ASIA: CHINA: CHRISTIANS ARRESTED FOR HAVING CHURCH SERVICES IN HOUSE


Asia News report: Two members of a house church were imprisoned after they refused to pay a “fine” following their arrest. Family and supporters are prevented from entering the courtroom during their appeal trial. Their lawyer says they should not be convicted for being members of an “evil cult”; doing so is an abuse of power.
Xuchang (AsiaNews) – The appeal process for two members of an underground Protestant house church began in Xuchang (Henan) today, amid tight security. They had originally been sentenced to a forced labour camp for their beliefs.
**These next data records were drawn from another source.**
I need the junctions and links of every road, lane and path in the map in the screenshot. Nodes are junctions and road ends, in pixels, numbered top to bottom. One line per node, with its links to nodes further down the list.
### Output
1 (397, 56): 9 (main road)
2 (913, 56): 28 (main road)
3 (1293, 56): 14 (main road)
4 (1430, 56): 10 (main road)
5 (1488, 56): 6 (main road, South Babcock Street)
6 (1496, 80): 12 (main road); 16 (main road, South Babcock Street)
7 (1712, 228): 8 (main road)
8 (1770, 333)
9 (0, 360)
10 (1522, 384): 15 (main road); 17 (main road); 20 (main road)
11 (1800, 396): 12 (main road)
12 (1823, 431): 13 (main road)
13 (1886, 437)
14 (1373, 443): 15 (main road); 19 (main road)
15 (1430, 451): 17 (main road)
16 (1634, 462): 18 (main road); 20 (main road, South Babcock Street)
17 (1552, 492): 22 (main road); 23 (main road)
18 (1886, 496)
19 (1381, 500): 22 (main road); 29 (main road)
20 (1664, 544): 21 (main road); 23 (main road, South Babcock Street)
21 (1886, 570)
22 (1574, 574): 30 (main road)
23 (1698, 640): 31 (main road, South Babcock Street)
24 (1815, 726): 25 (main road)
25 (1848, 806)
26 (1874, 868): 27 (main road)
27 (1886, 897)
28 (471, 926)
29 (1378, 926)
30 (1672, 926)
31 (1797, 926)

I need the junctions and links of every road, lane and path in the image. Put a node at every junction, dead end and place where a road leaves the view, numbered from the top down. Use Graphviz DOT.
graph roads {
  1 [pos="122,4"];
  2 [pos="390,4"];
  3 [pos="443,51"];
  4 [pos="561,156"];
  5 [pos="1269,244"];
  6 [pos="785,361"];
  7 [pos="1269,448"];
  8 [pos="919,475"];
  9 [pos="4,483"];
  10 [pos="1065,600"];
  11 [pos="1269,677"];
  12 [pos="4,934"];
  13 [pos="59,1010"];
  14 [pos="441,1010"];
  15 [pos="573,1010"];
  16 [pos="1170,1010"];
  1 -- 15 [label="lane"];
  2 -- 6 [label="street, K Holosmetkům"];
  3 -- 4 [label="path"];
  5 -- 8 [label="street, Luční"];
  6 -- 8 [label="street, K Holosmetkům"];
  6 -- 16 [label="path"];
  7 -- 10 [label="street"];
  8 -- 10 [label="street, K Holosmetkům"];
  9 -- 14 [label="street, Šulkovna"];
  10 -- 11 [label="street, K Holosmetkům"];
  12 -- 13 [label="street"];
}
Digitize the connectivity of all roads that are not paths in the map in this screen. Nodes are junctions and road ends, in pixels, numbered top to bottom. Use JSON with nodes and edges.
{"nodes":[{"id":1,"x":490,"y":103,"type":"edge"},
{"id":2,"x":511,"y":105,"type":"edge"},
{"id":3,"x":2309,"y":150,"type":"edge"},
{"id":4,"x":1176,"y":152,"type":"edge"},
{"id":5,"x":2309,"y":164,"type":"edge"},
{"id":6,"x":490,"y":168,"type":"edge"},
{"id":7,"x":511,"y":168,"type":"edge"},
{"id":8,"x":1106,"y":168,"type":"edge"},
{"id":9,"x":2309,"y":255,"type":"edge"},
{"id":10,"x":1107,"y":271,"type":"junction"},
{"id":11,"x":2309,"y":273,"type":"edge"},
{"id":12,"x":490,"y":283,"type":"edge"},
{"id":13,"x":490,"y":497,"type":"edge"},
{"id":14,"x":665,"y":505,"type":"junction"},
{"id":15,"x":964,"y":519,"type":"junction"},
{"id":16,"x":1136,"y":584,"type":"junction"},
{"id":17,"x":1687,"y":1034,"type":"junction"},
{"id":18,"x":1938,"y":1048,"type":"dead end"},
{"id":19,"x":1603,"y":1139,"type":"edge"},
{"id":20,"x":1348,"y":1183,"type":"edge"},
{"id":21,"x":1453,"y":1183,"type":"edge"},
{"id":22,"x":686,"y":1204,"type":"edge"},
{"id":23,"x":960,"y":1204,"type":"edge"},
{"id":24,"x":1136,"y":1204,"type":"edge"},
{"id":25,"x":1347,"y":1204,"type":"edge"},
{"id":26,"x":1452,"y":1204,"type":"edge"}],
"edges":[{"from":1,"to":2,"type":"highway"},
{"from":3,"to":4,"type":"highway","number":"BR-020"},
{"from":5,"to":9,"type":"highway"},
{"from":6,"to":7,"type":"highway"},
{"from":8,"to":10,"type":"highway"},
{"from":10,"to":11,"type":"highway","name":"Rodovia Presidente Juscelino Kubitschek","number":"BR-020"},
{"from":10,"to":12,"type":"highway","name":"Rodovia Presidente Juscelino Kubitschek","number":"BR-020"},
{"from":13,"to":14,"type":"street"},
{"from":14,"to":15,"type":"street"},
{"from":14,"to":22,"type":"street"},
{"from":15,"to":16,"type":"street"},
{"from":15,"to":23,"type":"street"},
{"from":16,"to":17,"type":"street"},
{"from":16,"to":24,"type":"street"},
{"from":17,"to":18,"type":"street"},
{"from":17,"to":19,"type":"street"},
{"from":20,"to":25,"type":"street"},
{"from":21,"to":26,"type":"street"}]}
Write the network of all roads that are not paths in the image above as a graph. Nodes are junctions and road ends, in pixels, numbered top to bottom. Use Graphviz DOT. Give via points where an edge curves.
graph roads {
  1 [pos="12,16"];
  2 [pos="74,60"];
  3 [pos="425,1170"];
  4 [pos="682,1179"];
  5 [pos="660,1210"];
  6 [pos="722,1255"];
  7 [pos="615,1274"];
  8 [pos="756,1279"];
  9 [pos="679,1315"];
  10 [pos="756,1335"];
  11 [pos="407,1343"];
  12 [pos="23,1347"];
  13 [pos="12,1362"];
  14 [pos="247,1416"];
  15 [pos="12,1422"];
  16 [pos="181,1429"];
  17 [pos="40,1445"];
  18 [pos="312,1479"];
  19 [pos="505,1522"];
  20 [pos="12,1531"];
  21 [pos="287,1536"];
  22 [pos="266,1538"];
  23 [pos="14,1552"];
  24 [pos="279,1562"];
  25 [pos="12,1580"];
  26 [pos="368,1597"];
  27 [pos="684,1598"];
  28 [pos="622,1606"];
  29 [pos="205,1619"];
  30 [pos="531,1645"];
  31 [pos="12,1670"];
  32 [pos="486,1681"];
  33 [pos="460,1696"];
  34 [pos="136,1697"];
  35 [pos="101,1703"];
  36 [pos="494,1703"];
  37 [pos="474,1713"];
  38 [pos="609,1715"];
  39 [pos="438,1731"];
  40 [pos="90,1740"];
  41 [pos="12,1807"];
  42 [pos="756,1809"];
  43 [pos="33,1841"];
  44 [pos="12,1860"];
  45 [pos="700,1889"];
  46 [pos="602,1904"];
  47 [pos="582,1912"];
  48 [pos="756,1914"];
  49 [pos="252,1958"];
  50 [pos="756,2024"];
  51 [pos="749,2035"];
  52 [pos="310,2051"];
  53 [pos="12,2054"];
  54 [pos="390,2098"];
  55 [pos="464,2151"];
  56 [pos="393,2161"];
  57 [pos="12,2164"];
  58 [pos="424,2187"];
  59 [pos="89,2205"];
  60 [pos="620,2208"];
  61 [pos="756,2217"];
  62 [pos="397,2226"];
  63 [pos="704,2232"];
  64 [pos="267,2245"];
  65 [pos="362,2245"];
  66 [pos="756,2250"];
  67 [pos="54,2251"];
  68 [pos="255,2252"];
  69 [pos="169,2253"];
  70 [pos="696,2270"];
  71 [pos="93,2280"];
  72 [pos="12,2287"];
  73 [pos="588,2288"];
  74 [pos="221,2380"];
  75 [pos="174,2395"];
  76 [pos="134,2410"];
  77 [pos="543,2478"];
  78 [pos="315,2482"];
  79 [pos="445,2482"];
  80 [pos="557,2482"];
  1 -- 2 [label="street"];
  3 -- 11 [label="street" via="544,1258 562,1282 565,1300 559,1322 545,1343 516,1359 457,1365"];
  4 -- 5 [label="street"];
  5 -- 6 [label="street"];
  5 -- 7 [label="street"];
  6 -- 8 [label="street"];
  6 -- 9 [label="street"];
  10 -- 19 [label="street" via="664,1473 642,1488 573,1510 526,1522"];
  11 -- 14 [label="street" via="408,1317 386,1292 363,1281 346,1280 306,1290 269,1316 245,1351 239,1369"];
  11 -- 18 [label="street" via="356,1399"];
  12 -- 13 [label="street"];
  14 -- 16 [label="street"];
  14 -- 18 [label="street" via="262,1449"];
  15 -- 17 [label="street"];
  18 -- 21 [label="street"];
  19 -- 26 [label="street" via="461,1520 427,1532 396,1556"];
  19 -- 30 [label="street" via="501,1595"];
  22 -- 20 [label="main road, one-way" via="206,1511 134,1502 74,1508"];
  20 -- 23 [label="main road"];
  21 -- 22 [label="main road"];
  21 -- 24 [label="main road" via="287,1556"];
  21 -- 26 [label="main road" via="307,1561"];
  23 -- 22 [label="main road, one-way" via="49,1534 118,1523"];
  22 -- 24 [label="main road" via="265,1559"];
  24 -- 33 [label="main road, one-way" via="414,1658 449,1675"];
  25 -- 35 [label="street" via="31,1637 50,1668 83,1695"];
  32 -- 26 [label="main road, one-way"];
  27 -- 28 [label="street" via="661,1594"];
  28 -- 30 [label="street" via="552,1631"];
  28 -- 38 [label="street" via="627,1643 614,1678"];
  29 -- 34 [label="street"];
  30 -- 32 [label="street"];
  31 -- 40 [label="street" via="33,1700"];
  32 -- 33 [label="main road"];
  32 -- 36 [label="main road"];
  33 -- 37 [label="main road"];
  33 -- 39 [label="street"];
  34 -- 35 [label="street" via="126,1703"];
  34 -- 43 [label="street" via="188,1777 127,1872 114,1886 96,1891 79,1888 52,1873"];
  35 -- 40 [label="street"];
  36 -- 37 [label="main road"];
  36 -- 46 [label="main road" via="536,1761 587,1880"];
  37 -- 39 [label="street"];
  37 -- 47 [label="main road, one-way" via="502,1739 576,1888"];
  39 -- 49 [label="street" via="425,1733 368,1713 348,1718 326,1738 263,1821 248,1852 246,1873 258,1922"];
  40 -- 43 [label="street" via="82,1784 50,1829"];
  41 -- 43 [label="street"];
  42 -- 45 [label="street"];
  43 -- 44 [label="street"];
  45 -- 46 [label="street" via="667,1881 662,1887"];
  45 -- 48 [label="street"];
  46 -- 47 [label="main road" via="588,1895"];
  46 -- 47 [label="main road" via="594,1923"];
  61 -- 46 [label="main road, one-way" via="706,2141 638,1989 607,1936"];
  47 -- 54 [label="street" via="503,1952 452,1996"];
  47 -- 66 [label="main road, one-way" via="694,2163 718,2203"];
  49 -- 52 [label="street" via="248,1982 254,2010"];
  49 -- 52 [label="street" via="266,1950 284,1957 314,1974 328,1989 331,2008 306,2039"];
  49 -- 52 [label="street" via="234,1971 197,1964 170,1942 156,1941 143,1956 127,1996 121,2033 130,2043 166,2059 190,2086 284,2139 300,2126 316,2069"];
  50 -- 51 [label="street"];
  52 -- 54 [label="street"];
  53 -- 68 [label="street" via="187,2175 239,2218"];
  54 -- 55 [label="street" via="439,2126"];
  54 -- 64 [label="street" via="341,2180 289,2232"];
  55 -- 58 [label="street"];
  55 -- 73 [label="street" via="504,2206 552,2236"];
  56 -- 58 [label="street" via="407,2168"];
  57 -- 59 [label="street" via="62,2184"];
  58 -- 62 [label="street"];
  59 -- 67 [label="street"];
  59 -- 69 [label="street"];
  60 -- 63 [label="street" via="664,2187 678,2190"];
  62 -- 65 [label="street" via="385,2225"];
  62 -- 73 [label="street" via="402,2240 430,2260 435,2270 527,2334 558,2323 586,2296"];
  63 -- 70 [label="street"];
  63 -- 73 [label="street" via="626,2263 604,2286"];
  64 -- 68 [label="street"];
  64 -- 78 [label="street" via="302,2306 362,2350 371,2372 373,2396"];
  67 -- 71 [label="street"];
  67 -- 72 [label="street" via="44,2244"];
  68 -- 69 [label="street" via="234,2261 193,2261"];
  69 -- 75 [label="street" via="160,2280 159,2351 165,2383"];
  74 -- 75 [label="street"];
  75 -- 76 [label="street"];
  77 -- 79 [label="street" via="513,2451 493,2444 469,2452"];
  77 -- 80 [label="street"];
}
Relatives and supporters of Gao Jianli and Liu Yunhua complained they were not allowed to enter the courtroom.
Rev Zhang Mingxuan, head of the China Association of House Churches, said he was detained by police outside the Intermediate People's Court in Xuchang city after he took photos of police with his mobile phone. “I was there watching with our brothers and sisters, and plainclothes police from Shangqiu and Xuchang threatened us and stopped us from taking photographs with our cell phones,” he said. One agent “told me that if I took a photo of him, he would call for me to be detained and I wouldn't be allowed inside to hear the trial.”
Gao Jianli and Liu Yunhua were first detained in March for 15 days alongside other members of their congregation for refusing to pay "fines" to police officers who raided their group.
They were handed a one-year sentence of "re-education through labour" on 25 March, but promptly appealed, forcing the process into open court.
Beijing-based rights lawyer Yang Huiwen, who represents Gao and Liu, said that Zhang’s detention and the refusal to give passes to visitors was against the law.
Yang noted that the key points of his appeal case were centred around the lack of due process, on the failure to uphold correct procedures, and on the lack of sufficient evidence to send Liu and Gao for a year's "re-education through labour."
“Thirdly, we argued that it was inappropriate to style a Protestant church as an 'evil cult,'" he said, referring to a term usually reserved for the banned Falun Gong spiritual movement, and based on secret guidelines that are internal to the police force and carry no academic or legal weight.
“Such criteria cannot therefore be used as a basis for punishment,” Yang said. “In doing so, the authorities have exceeded the limits of [their] executive power.”